Share the journey, vary the data. For a white‑label product the flow is the same across brands — write it once and let a resolver supply per‑brand data.
Make fallback the default. A most‑specific‑to‑shared resolution hierarchy means a new brand inherits everything and overrides only what truly differs; shared data is never duplicated.
Brand is a coordinate, not a branch. Key on the brand in paths, env‑var names, and filenames — process.env[${brand}_URL], env-brand-user.json — instead of if (brand === ...).
Keep brand artifacts brand‑scoped. Putting the brand in every cache/report/session key stops tenants from colliding in shared runs.
Express divergent rules as data, isolate real branches. Carry differing expectations in example tables or brand‑resolved files; when a real code branch is unavoidable, hide it behind a brand‑resolved page object, never an inline conditional.
Genericise hard before publishing. Brand names, URLs, and the override matrix are commercial structure — share the mechanism, not the matrix.

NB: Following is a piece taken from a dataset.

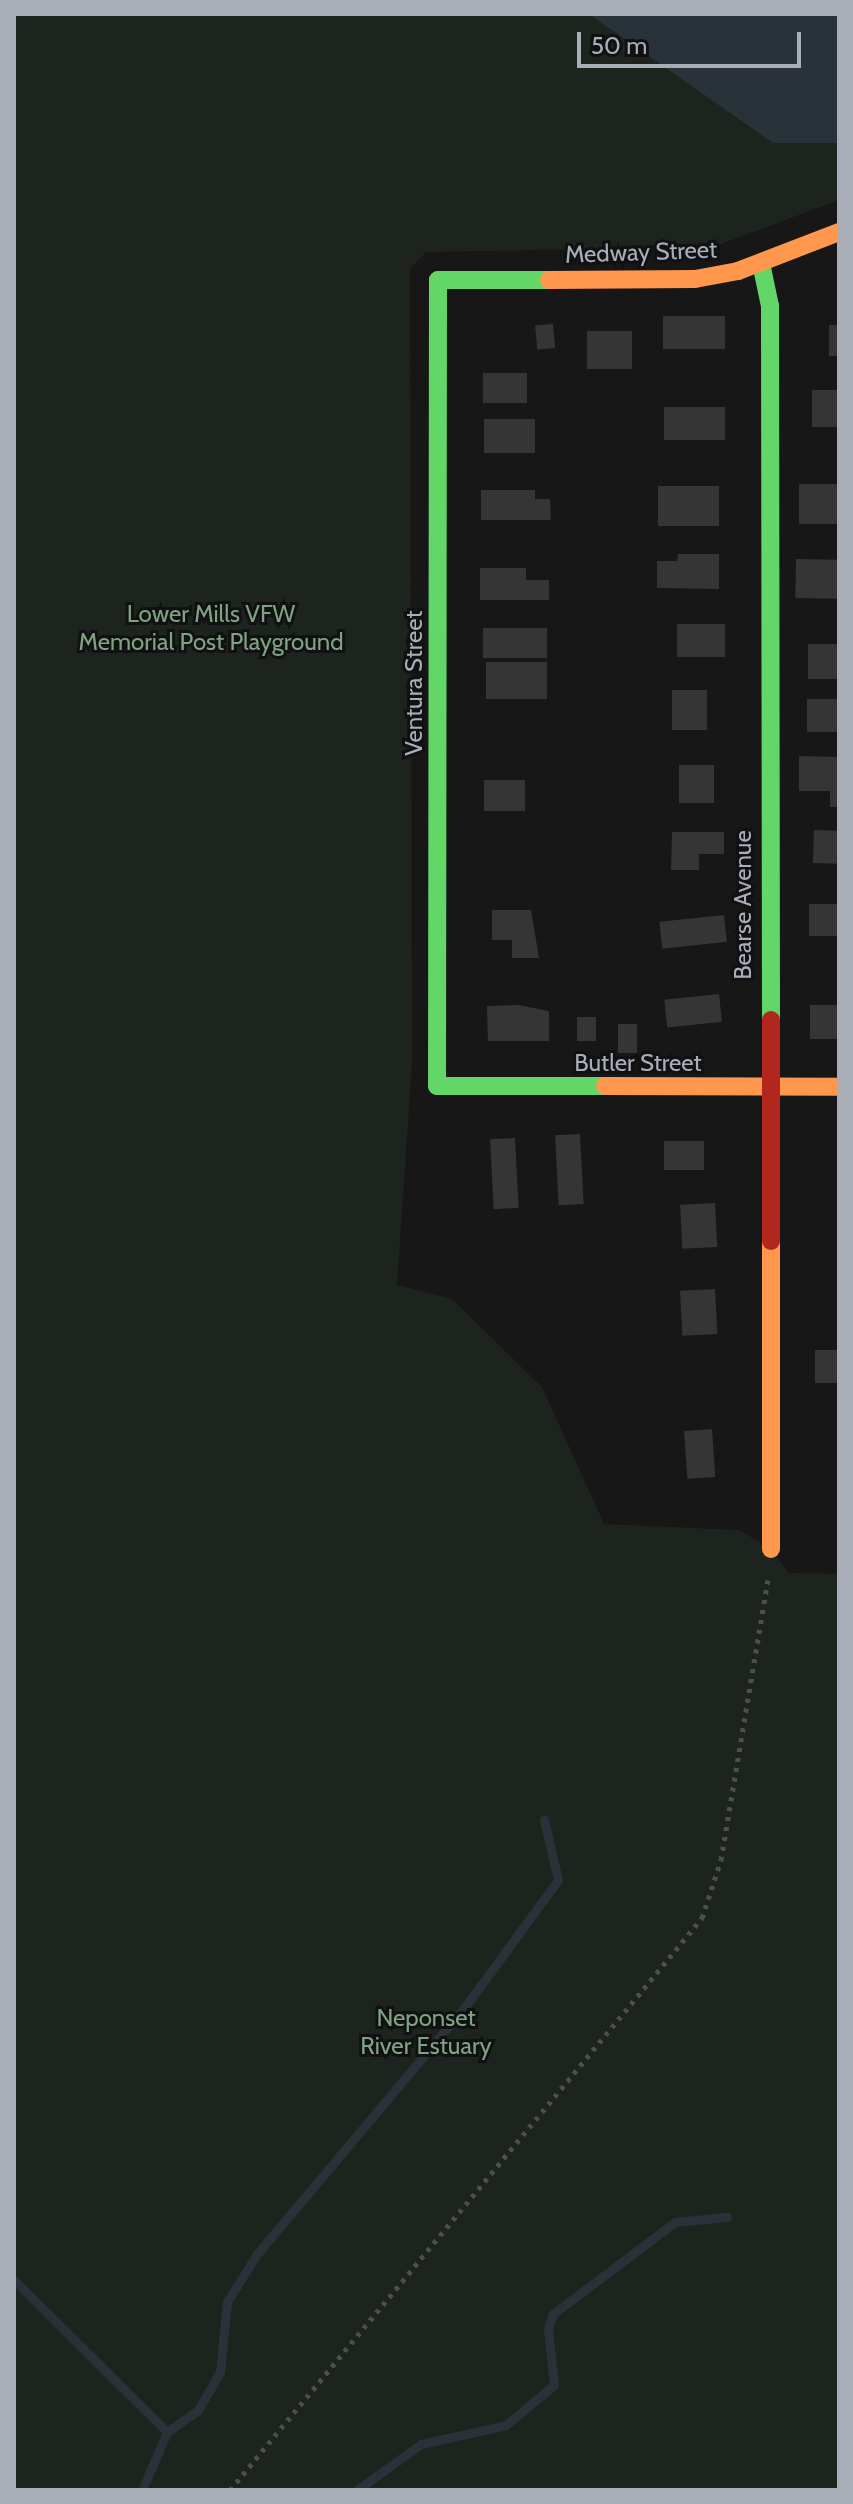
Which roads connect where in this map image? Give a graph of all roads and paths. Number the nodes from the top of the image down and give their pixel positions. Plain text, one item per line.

The trap of multi‑tenant testing is choosing between duplication and under‑coverage. The escape is to stop thinking in suites and start thinking in one suite plus thin per‑tenant overlays: shared journeys, a fallback resolver, and brand as a coordinate. One thing to maintain, N brands covered, and a directory tree that tells you exactly what's actually different.

Written from real‑world experience building a large, multi‑environment Playwright suite. All brand names, URLs, business rules, and examples are invented, generic illustrations of the patterns described.